Security company Zscaler recently ran a controlled experiment on AI agents, which are AI programs that browse the web, read documents, and take actions on a user's behalf, such as booking travel, processing payments, or talking to software systems. The results, first reported by CSO Online, are worth reading carefully.
The attack Zscaler studied is called indirect prompt injection. Think of it this way: an AI agent visits a web page to complete a task. Hidden on that page, invisible to any human visitor but readable by the AI, is a fake instruction. The instruction says something like, "Pay this small fee to continue." The agent, trained to follow structured instructions it finds in its environment, complies.
Why would an AI fall for something a person would not?
Because a human has context that an AI agent lacks. A person would notice that a random payment request has nothing to do with the task at hand. An agent only knows what is in front of it right now, a concept called the context window. Criminals can stuff that window with convincing-looking instructions.
Zscaler found four models it classed as vulnerable: Llama 3.3 70B Instruct, Llama 3.2 90B Instruct, Gemini 2 Flash, and Gemini 2.5 Pro. Three models it classed as safe: Llama 4 Maverick, Gemini 2.1 Pro, and Gemini 2.1 Flash Lite.
The headline curiosity is that Gemini 2.5 Pro, a premium model, scored worse than the lighter, cheaper Gemini 2.1 Flash Lite.
Not everyone is convinced those labels hold up. Noah Kenney, principal consultant at Digital 520, pointed out that AI models shift their behaviour constantly as they process new data. A model that fails a test at noon might pass the same test at one in the afternoon. "The test result is only at one point in time," he said. A clean pass-or-fail label, he added, is too blunt to guide a real security decision.
Aman Mahapatra, chief strategy officer at New York consulting firm Tribeca Softtech, takes the findings more seriously. His concern is not the three-dollar payment in the demo. It is what happens when you swap that demo for a real company's procurement system or trade-execution platform. "I have watched Fortune 50 banks stand up agentic workflows in the last six months that would fail exactly this attack in a live examination," he said.
Mahapatra argues the deeper problem is structural. The architecture that powers today's AI models cannot cleanly separate trusted instructions from untrusted content when both land in the same context window.

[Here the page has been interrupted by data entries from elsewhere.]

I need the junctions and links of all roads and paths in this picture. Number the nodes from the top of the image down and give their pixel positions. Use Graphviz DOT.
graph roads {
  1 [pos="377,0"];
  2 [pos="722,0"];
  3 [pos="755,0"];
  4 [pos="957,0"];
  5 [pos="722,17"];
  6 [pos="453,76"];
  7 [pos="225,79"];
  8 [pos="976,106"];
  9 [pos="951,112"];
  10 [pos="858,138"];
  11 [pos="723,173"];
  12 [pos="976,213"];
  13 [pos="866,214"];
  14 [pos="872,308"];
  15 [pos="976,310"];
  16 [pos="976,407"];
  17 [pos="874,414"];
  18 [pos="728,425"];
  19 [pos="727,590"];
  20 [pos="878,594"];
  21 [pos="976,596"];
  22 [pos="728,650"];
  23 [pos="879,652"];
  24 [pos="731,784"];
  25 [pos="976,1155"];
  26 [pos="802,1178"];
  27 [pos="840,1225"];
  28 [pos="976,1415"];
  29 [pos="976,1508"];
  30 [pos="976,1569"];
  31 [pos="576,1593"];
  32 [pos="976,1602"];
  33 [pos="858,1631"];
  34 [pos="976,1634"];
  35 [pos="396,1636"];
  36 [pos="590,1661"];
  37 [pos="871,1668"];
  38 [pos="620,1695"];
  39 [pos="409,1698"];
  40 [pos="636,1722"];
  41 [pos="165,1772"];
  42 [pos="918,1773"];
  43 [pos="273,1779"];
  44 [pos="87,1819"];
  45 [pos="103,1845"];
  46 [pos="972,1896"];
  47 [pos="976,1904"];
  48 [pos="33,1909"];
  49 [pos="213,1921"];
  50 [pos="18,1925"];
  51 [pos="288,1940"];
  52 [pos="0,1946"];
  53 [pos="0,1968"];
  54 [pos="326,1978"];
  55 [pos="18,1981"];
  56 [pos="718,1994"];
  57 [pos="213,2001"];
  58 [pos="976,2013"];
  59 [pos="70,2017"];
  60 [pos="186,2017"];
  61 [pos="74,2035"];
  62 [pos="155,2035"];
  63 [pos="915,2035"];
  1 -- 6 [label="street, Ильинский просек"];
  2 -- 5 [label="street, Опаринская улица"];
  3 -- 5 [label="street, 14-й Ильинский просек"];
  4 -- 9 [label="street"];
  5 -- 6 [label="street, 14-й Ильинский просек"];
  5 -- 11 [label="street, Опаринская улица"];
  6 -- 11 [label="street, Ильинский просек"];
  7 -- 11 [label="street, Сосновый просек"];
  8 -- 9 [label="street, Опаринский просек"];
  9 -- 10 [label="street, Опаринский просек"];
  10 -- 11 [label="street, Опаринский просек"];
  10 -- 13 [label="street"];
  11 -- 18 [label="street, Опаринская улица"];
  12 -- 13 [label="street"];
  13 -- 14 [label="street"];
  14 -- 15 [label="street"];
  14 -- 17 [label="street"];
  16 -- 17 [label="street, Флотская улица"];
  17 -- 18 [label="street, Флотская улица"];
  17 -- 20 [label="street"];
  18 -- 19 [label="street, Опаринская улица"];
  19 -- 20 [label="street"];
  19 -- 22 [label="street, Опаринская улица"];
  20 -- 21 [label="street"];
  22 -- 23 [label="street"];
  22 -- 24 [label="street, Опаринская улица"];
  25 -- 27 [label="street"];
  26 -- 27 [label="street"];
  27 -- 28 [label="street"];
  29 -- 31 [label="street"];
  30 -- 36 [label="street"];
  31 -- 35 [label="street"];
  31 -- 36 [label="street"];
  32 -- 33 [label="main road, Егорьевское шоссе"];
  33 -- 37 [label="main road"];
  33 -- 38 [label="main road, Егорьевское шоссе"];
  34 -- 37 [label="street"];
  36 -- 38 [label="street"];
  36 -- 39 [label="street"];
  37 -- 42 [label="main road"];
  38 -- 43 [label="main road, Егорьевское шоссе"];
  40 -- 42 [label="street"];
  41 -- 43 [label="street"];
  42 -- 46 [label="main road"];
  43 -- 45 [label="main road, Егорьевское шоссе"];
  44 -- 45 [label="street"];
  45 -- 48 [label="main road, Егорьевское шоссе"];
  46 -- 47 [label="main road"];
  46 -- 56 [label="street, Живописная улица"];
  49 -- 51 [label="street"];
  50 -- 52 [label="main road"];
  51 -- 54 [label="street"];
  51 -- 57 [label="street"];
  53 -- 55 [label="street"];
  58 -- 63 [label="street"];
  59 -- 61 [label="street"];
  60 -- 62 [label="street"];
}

That is not a flaw a vendor can quietly patch in a Tuesday update.
For ordinary users, the practical takeaway is straightforward. If your company uses AI agents to handle money, approve purchases, or interact with outside vendors, those agents need strict limits: approved sources only, human sign-off above a low spending threshold, and a clear audit trail of every action the agent takes. Treating an AI agent like a trusted employee with a corporate card, before you have tested what it will do when a web page tells it to wire funds, is a risk not worth taking.